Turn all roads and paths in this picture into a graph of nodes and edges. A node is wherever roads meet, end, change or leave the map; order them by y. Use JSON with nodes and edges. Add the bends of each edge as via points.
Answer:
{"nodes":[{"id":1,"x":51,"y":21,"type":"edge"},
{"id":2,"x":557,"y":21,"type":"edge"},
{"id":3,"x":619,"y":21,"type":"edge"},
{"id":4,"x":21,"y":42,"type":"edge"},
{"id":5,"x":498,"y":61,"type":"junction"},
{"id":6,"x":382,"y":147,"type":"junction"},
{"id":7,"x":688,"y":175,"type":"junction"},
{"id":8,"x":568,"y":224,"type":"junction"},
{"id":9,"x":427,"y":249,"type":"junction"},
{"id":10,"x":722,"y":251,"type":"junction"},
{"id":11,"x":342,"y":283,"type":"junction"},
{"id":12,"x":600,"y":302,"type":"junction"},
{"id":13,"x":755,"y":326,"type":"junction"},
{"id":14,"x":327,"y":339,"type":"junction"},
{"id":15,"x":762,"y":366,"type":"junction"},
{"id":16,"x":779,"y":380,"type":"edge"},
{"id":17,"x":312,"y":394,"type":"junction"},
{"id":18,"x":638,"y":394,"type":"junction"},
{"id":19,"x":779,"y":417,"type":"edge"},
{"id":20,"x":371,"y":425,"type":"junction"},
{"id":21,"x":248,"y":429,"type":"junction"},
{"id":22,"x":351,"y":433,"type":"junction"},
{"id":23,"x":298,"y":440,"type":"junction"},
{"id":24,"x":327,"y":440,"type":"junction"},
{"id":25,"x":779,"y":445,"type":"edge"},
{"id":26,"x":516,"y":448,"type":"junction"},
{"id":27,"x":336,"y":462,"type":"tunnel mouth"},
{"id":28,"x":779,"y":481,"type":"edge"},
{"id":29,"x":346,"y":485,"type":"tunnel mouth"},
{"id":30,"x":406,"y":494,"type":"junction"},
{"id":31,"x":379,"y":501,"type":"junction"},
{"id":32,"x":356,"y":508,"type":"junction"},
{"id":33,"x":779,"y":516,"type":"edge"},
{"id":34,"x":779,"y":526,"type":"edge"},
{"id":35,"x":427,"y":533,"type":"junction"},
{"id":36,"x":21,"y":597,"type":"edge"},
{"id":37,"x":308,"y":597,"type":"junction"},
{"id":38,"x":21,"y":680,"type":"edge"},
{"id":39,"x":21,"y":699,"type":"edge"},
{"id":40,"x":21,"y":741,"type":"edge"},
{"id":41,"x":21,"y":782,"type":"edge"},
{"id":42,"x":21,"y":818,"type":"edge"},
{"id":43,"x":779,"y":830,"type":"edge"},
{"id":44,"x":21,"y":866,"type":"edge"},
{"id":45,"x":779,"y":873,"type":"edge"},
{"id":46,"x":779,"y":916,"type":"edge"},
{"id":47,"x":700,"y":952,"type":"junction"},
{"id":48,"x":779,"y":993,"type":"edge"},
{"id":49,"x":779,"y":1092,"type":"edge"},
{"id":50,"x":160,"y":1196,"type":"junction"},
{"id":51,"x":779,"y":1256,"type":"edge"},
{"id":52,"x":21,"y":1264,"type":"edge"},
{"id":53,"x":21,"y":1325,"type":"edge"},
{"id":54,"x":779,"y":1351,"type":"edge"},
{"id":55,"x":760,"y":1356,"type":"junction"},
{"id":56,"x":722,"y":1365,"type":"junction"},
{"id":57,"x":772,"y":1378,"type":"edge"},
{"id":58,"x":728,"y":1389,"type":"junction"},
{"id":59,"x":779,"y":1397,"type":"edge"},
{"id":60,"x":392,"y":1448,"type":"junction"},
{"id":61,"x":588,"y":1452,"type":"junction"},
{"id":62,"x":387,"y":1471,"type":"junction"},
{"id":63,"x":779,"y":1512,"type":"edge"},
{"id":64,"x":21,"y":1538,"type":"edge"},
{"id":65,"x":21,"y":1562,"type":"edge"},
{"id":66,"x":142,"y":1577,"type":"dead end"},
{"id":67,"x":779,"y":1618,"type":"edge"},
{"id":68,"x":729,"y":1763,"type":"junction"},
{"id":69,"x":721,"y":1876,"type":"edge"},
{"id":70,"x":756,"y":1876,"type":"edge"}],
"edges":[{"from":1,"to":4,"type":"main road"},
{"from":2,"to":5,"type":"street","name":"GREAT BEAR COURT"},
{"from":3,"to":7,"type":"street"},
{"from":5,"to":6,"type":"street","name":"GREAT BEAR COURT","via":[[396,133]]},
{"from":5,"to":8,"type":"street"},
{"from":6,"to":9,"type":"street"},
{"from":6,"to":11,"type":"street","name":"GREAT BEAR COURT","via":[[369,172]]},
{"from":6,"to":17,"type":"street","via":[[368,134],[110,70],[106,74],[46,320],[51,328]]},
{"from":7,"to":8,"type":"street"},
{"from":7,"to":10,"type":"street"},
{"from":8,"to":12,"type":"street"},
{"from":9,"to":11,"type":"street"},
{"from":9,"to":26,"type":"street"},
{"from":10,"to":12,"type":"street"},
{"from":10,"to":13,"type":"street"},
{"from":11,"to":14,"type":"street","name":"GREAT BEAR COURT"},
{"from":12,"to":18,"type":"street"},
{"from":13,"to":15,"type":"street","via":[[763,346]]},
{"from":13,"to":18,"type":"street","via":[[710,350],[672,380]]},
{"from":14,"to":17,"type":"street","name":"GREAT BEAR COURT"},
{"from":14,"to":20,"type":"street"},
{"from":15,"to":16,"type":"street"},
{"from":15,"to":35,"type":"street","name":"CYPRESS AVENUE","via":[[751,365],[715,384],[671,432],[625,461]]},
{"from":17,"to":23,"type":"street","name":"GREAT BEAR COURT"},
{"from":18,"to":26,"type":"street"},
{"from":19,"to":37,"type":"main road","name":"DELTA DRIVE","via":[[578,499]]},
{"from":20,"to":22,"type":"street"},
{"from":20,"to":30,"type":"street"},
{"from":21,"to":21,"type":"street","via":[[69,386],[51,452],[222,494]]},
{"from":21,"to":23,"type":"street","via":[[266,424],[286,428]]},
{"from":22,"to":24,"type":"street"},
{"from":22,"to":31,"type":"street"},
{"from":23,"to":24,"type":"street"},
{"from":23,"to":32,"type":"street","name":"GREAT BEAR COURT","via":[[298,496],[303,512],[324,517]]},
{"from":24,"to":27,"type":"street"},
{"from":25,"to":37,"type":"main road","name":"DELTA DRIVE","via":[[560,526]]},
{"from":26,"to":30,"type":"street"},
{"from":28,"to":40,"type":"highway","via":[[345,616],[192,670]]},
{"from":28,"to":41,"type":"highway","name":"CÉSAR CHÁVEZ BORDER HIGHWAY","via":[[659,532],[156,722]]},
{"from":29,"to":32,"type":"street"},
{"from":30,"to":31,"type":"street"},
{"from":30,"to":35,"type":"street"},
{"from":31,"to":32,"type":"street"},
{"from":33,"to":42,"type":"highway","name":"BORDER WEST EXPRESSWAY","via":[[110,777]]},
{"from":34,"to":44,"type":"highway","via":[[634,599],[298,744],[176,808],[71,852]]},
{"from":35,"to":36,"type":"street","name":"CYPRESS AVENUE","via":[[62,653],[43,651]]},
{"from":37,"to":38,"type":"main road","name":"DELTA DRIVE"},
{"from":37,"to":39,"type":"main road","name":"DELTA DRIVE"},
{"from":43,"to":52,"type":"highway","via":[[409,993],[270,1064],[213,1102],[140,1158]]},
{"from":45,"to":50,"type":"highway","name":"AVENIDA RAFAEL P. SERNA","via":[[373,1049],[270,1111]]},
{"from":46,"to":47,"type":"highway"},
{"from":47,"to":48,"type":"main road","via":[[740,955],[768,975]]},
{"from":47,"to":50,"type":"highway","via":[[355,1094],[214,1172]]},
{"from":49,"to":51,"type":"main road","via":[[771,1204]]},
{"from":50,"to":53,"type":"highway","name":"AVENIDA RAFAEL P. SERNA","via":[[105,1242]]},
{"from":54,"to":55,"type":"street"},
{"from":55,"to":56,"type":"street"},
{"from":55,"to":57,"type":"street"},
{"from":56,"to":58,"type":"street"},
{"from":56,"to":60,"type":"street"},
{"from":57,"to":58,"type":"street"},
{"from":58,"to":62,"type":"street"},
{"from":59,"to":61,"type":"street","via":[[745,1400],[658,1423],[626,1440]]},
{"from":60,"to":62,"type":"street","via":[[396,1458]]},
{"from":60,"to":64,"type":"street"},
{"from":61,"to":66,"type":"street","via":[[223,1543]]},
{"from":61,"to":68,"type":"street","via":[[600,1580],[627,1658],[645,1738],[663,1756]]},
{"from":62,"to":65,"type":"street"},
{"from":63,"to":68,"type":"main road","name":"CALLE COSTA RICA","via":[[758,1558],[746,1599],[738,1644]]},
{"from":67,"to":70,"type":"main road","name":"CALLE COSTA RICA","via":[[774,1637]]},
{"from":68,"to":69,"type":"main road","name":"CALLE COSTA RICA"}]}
----------
- **WORK REQUIRED**: For the string "SERNA", count the lines of the preceding listing in which it appears, and report the count alone.

- **EXERCISE RESULT**: 2